In this example all modules are purged and then reloaded. This is not necessary, but since your current environment gets copied to the job, this makes sure that the batch job will still behave in the same way even if you are working with different local modules interactively on the login node you are submitting from.

#!/bin/bash

#SBATCH --job-name=vasp_6.4.3_2node
#SBATCH --nodes=2
#SBATCH --ntasks-per-node=40
#SBATCH --cpus-per-task=1
#SBATCH --time=4:00:00

# Purging and reloading all modules to be sure of the job's enviroment
module purge
module load ucl-stack/2025-05
module load mpi/intel-oneapi-mpi/2021.14.0/intel-oneapi-2024.2.1
module load intel-oneapi-mkl/2023.2.0-intel-oneapi-mpi/intel-oneapi-2024.2.1
module load hdf5/1.14.3-intel-oneapi-mpi/oneapi-2024.2.1
module load vasp/6.4.3-intel-oneapi-mpi/oneapi-2024.2.1

srun vasp_std

Hybrid MPI with OpenMP job§

Here are two example NAMD jobs that use some MPI processes which can communicate between nodes, and some OpenMP threads inside a node.

NAMD uses charm++ which can be complex to launch.

#!/bin/bash
# NAMD build using verbs, has more complex launch line.
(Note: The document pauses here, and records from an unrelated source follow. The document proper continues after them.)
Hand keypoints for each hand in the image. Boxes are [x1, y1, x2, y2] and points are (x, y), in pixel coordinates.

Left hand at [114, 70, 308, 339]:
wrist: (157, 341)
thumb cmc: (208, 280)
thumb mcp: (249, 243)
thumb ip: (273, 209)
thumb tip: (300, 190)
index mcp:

# Based on ARCHER2 mpi+smp jobscript
# 2 nodes, 2 MPI comm processes per node, 20 worker threads per comm process
#SBATCH --job-name=namd_verbs_2node
#SBATCH --ntasks-per-node=2
#SBATCH --cpus-per-task=20
#SBATCH --nodes=2
#SBATCH --time=4:00:00

# Purging and reloading all modules to be sure of the job's enviroment
module purge
module load ucl-stack/2025-05
module load namd/3.0.1-verbs/gcc-12.3.0

# Set procs per node (PPN) & OMP_NUM_THREADS
# One CPU core left free for associated MPI process
export PPN=$(($SLURM_CPUS_PER_TASK-1))
export OMP_NUM_THREADS=$SLURM_CPUS_PER_TASK
export OMP_PLACES=cores

# Record PPN in the output file
echo "Number of worker threads PPN = $PPN"
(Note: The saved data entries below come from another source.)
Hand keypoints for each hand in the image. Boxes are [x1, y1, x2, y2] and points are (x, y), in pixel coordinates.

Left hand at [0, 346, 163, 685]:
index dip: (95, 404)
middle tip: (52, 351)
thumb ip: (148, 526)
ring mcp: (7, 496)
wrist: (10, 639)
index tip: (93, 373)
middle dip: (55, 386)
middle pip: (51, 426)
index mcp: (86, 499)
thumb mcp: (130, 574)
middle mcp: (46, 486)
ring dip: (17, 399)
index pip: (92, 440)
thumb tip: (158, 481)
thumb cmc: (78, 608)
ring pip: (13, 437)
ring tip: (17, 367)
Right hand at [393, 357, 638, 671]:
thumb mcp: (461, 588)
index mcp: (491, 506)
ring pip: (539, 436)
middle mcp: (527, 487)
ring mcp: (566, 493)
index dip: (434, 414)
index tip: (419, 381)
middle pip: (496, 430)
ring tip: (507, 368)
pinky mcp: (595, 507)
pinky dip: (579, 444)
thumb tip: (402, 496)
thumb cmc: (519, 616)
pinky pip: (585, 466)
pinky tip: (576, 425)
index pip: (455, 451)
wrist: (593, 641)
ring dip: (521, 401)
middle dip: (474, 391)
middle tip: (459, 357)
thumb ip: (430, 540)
# Cannot use srun directly with verbs version as charmrun is required 
# so Slurm options need to be passed as environment variables.
# ++verbose is being passed for more debug information on what charmrun is doing.
export SLURM_HINT=nomultithread
charmrun ++n ${SLURM_NTASKS} ++mpiexec ++remote-shell srun ++verbose $(which namd3) +setcpuaffinity ++ppn ${PPN} apoa1.namd
#!/bin/bash
# NAMD build using ucx, simpler launch line, may have more overheads.
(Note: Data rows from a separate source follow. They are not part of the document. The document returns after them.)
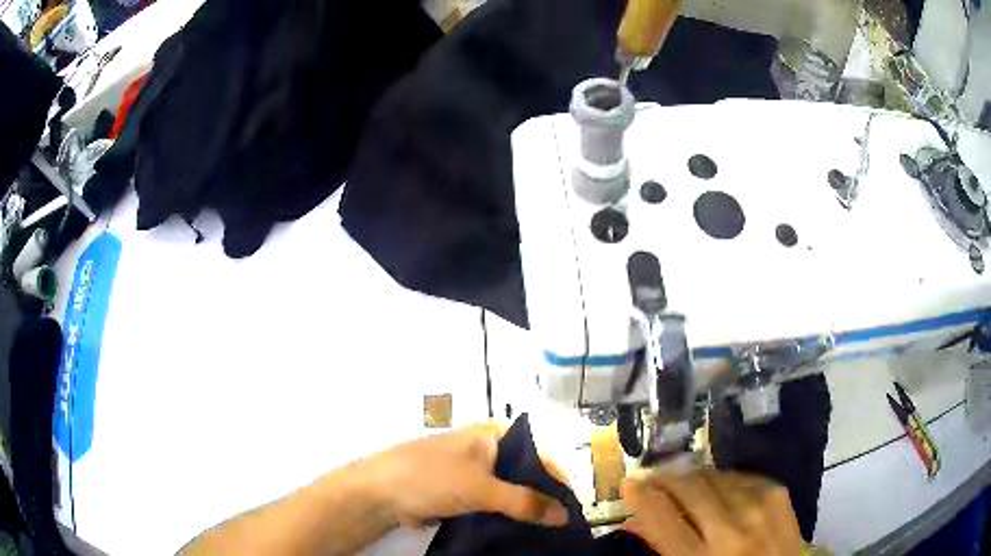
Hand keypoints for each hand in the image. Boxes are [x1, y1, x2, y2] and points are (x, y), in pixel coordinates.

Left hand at [368, 423, 568, 527]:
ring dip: (524, 509)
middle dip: (542, 496)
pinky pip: (492, 504)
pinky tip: (520, 532)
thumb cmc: (431, 477)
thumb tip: (564, 516)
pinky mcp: (460, 493)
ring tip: (547, 531)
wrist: (380, 492)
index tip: (572, 506)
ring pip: (509, 491)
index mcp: (492, 435)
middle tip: (562, 523)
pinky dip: (505, 516)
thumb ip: (524, 502)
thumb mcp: (481, 488)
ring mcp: (472, 473)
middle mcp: (485, 450)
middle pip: (525, 473)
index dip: (556, 478)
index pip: (538, 453)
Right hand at [622, 469, 801, 555]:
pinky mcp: (778, 494)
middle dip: (665, 477)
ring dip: (693, 476)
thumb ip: (665, 548)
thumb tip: (640, 520)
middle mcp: (730, 530)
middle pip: (689, 489)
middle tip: (652, 474)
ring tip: (681, 478)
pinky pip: (741, 476)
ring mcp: (758, 507)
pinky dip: (722, 478)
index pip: (662, 518)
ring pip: (715, 477)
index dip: (642, 495)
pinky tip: (715, 483)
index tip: (630, 482)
# Based on ARCHER2 mpi+smp jobscript
# 2 nodes, 2 MPI comm processes per node, 20 worker threads per comm process
#SBATCH --job-name=namd_verbs_2node
#SBATCH --ntasks-per-node=2
#SBATCH --cpus-per-task=20
#SBATCH --nodes=2
#SBATCH --time=4:00:00

# Purging and reloading all modules to be sure of the job's enviroment
module purge
module load ucl-stack/2025-05
module load namd/3.0.1-ucx/gcc-12.3.0

# Set procs per node (PPN) & OMP_NUM_THREADS
# One CPU core left free for associated MPI process
export PPN=$(($SLURM_CPUS_PER_TASK-1))
export OMP_NUM_THREADS=$SLURM_CPUS_PER_TASK
export OMP_PLACES=cores

# Record PPN in the output file
echo "Number of worker threads PPN = $PPN"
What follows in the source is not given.